Stored items:
((

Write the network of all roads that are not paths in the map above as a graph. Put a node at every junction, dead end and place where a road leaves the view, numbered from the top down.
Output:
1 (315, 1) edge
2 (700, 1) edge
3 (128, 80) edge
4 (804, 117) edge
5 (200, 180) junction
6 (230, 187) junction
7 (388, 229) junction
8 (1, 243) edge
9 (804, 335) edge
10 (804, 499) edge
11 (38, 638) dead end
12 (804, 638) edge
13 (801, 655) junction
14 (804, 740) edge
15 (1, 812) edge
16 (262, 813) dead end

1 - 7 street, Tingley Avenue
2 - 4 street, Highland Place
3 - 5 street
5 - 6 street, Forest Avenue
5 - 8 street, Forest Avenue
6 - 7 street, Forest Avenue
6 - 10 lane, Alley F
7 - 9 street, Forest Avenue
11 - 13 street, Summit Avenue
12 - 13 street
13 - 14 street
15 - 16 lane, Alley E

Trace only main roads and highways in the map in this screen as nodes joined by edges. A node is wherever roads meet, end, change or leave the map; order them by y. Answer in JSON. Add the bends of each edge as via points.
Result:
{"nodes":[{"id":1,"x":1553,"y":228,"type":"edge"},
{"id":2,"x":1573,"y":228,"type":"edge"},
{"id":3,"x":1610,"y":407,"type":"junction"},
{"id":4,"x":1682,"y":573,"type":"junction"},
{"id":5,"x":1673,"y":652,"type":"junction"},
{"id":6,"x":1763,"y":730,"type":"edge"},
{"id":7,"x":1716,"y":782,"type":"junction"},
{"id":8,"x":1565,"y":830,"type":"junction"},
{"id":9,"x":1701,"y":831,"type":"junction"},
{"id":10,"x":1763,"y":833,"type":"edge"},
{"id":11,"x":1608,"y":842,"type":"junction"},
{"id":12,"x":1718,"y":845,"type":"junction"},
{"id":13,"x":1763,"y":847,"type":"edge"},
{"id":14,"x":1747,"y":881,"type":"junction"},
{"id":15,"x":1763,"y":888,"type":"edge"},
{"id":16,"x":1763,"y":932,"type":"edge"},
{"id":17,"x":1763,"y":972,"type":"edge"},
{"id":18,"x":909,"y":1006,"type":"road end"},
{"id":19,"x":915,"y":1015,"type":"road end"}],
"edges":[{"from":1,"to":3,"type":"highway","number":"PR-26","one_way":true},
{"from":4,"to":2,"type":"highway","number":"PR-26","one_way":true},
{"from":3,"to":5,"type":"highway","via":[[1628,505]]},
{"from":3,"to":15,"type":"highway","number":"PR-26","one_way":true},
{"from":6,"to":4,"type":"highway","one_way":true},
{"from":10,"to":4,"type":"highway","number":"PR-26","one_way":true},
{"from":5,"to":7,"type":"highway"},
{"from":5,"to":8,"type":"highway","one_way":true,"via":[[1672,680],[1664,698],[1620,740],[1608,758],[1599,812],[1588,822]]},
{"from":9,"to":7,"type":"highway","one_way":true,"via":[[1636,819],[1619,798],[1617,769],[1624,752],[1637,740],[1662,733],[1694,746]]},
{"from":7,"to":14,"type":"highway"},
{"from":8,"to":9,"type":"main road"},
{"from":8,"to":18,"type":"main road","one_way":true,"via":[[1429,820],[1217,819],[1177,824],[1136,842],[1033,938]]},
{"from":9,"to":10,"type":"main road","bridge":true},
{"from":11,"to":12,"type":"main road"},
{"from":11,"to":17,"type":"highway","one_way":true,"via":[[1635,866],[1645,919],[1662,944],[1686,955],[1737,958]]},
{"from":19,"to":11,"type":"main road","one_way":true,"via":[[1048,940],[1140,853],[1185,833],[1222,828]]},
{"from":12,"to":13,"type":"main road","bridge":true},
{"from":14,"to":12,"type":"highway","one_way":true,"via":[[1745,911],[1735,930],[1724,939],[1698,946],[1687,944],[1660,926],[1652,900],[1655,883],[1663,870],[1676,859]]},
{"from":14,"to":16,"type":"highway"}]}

))

THE PROBLEM: Repeat the data word for word, leaving out no line.

WRITTEN SOLUTION:
Write the network of all roads that are not paths in the map above as a graph. Put a node at every junction, dead end and place where a road leaves the view, numbered from the top down.
Output:
1 (315, 1) edge
2 (700, 1) edge
3 (128, 80) edge
4 (804, 117) edge
5 (200, 180) junction
6 (230, 187) junction
7 (388, 229) junction
8 (1, 243) edge
9 (804, 335) edge
10 (804, 499) edge
11 (38, 638) dead end
12 (804, 638) edge
13 (801, 655) junction
14 (804, 740) edge
15 (1, 812) edge
16 (262, 813) dead end

1 - 7 street, Tingley Avenue
2 - 4 street, Highland Place
3 - 5 street
5 - 6 street, Forest Avenue
5 - 8 street, Forest Avenue
6 - 7 street, Forest Avenue
6 - 10 lane, Alley F
7 - 9 street, Forest Avenue
11 - 13 street, Summit Avenue
12 - 13 street
13 - 14 street
15 - 16 lane, Alley E

Trace only main roads and highways in the map in this screen as nodes joined by edges. A node is wherever roads meet, end, change or leave the map; order them by y. Answer in JSON. Add the bends of each edge as via points.
Result:
{"nodes":[{"id":1,"x":1553,"y":228,"type":"edge"},
{"id":2,"x":1573,"y":228,"type":"edge"},
{"id":3,"x":1610,"y":407,"type":"junction"},
{"id":4,"x":1682,"y":573,"type":"junction"},
{"id":5,"x":1673,"y":652,"type":"junction"},
{"id":6,"x":1763,"y":730,"type":"edge"},
{"id":7,"x":1716,"y":782,"type":"junction"},
{"id":8,"x":1565,"y":830,"type":"junction"},
{"id":9,"x":1701,"y":831,"type":"junction"},
{"id":10,"x":1763,"y":833,"type":"edge"},
{"id":11,"x":1608,"y":842,"type":"junction"},
{"id":12,"x":1718,"y":845,"type":"junction"},
{"id":13,"x":1763,"y":847,"type":"edge"},
{"id":14,"x":1747,"y":881,"type":"junction"},
{"id":15,"x":1763,"y":888,"type":"edge"},
{"id":16,"x":1763,"y":932,"type":"edge"},
{"id":17,"x":1763,"y":972,"type":"edge"},
{"id":18,"x":909,"y":1006,"type":"road end"},
{"id":19,"x":915,"y":1015,"type":"road end"}],
"edges":[{"from":1,"to":3,"type":"highway","number":"PR-26","one_way":true},
{"from":4,"to":2,"type":"highway","number":"PR-26","one_way":true},
{"from":3,"to":5,"type":"highway","via":[[1628,505]]},
{"from":3,"to":15,"type":"highway","number":"PR-26","one_way":true},
{"from":6,"to":4,"type":"highway","one_way":true},
{"from":10,"to":4,"type":"highway","number":"PR-26","one_way":true},
{"from":5,"to":7,"type":"highway"},
{"from":5,"to":8,"type":"highway","one_way":true,"via":[[1672,680],[1664,698],[1620,740],[1608,758],[1599,812],[1588,822]]},
{"from":9,"to":7,"type":"highway","one_way":true,"via":[[1636,819],[1619,798],[1617,769],[1624,752],[1637,740],[1662,733],[1694,746]]},
{"from":7,"to":14,"type":"highway"},
{"from":8,"to":9,"type":"main road"},
{"from":8,"to":18,"type":"main road","one_way":true,"via":[[1429,820],[1217,819],[1177,824],[1136,842],[1033,938]]},
{"from":9,"to":10,"type":"main road","bridge":true},
{"from":11,"to":12,"type":"main road"},
{"from":11,"to":17,"type":"highway","one_way":true,"via":[[1635,866],[1645,919],[1662,944],[1686,955],[1737,958]]},
{"from":19,"to":11,"type":"main road","one_way":true,"via":[[1048,940],[1140,853],[1185,833],[1222,828]]},
{"from":12,"to":13,"type":"main road","bridge":true},
{"from":14,"to":12,"type":"highway","one_way":true,"via":[[1745,911],[1735,930],[1724,939],[1698,946],[1687,944],[1660,926],[1652,900],[1655,883],[1663,870],[1676,859]]},
{"from":14,"to":16,"type":"highway"}]}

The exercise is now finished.